■ **YOUR INSTRUCTIONS**
Your reply should be only the number of lines in the records that contain the word "Yonker".

■ **RECORDED DATA**
-.-.-

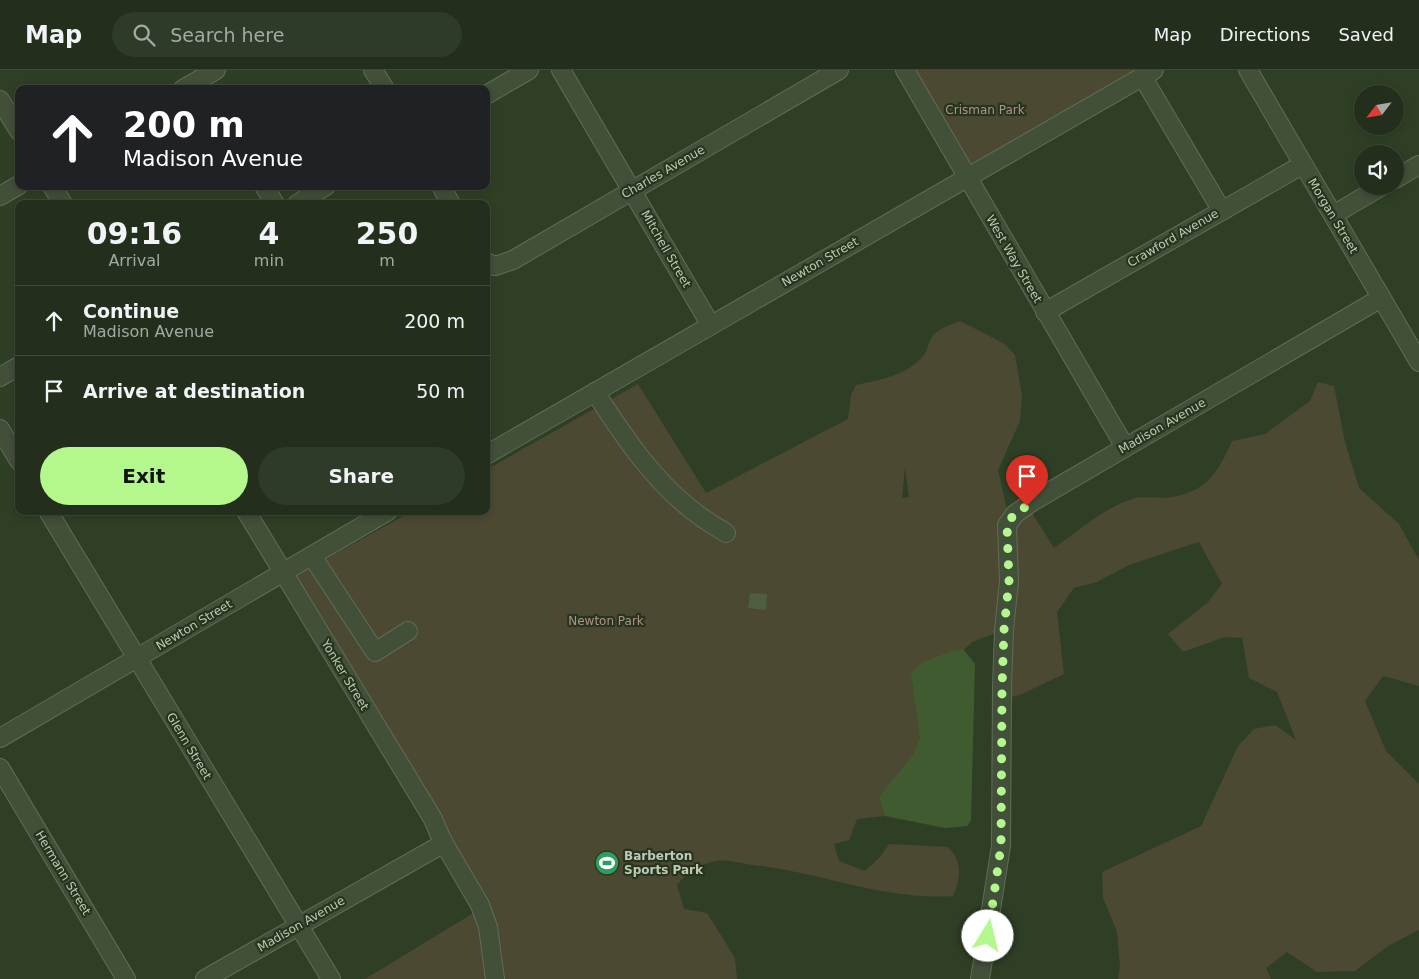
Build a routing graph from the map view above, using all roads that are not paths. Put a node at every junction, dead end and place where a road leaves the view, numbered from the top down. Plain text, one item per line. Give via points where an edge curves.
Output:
1 (216, 70) edge
2 (373, 70) edge
3 (529, 70) edge
4 (561, 70) edge
5 (839, 70) edge
6 (905, 70) edge
7 (1248, 70) edge
8 (1148, 73) edge
9 (200, 79) edge
10 (382, 85) edge
11 (490, 93) edge
12 (0, 100) edge
13 (15, 124) edge
14 (1302, 165) junction
15 (1419, 165) edge
16 (1404, 174) edge
17 (966, 177) junction
18 (15, 187) edge
19 (320, 190) edge
20 (632, 190) junction
21 (1367, 195) edge
22 (0, 196) edge
23 (303, 200) edge
24 (1222, 211) junction
25 (1333, 215) junction
26 (490, 264) edge
27 (1381, 298) junction
28 (1045, 312) junction
29 (710, 324) junction
30 (1419, 362) edge
31 (15, 368) edge
32 (0, 377) edge
33 (595, 392) junction
34 (0, 430) edge
35 (1125, 447) junction
36 (490, 453) edge
37 (15, 454) edge
38 (50, 515) edge
39 (248, 515) edge
40 (381, 515) edge
41 (726, 532) dead end
42 (312, 556) junction
43 (283, 573) junction
44 (408, 631) dead end
45 (136, 659) junction
46 (0, 738) edge
47 (0, 768) edge
48 (442, 840) junction
49 (299, 925) junction
50 (126, 979) edge
51 (205, 979) edge
52 (331, 979) edge
53 (495, 979) edge
54 (980, 979) edge

1 - 9 street
2 - 10 street
3 - 11 street
4 - 20 street, Mitchell Street
5 - 20 street, Charles Avenue
6 - 17 street, West Way Street
7 - 14 street, Morgan Street
8 - 17 street, Newton Street
8 - 24 street
12 - 13 street
14 - 24 street, Crawford Avenue
14 - 25 street, Morgan Street
15 - 16 street
17 - 28 street, West Way Street
17 - 29 street, Newton Street
18 - 22 street
19 - 23 street
20 - 26 street, Charles Avenue via 512,260 496,266
20 - 29 street, Mitchell Street
21 - 25 street
24 - 28 street, Crawford Avenue
25 - 27 street, Morgan Street
27 - 30 street, Morgan Street
27 - 35 street, Madison Avenue
28 - 35 street, West Way Street
29 - 33 street, Newton Street
31 - 32 street
33 - 36 street, Newton Street
33 - 41 street via 627,442 656,476 696,514
34 - 37 street
35 - 54 street, Madison Avenue via 1032,502 1007,525 1001,846
38 - 45 street, Glenn Street
39 - 43 street, Yonker Street
40 - 42 street, Newton Street
42 - 43 street, Newton Street
42 - 44 street via 375,652
43 - 45 street, Newton Street
43 - 48 street, Yonker Street via 433,819
45 - 46 street, Newton Street
45 - 49 street, Glenn Street
47 - 50 street, Hermann Street
48 - 49 street, Madison Avenue via 438,846
48 - 53 street, Yonker Street via 480,905 488,927
49 - 51 street, Madison Avenue
49 - 52 street, Glenn Street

-.-.-

■ **WORKED SOLUTION**
3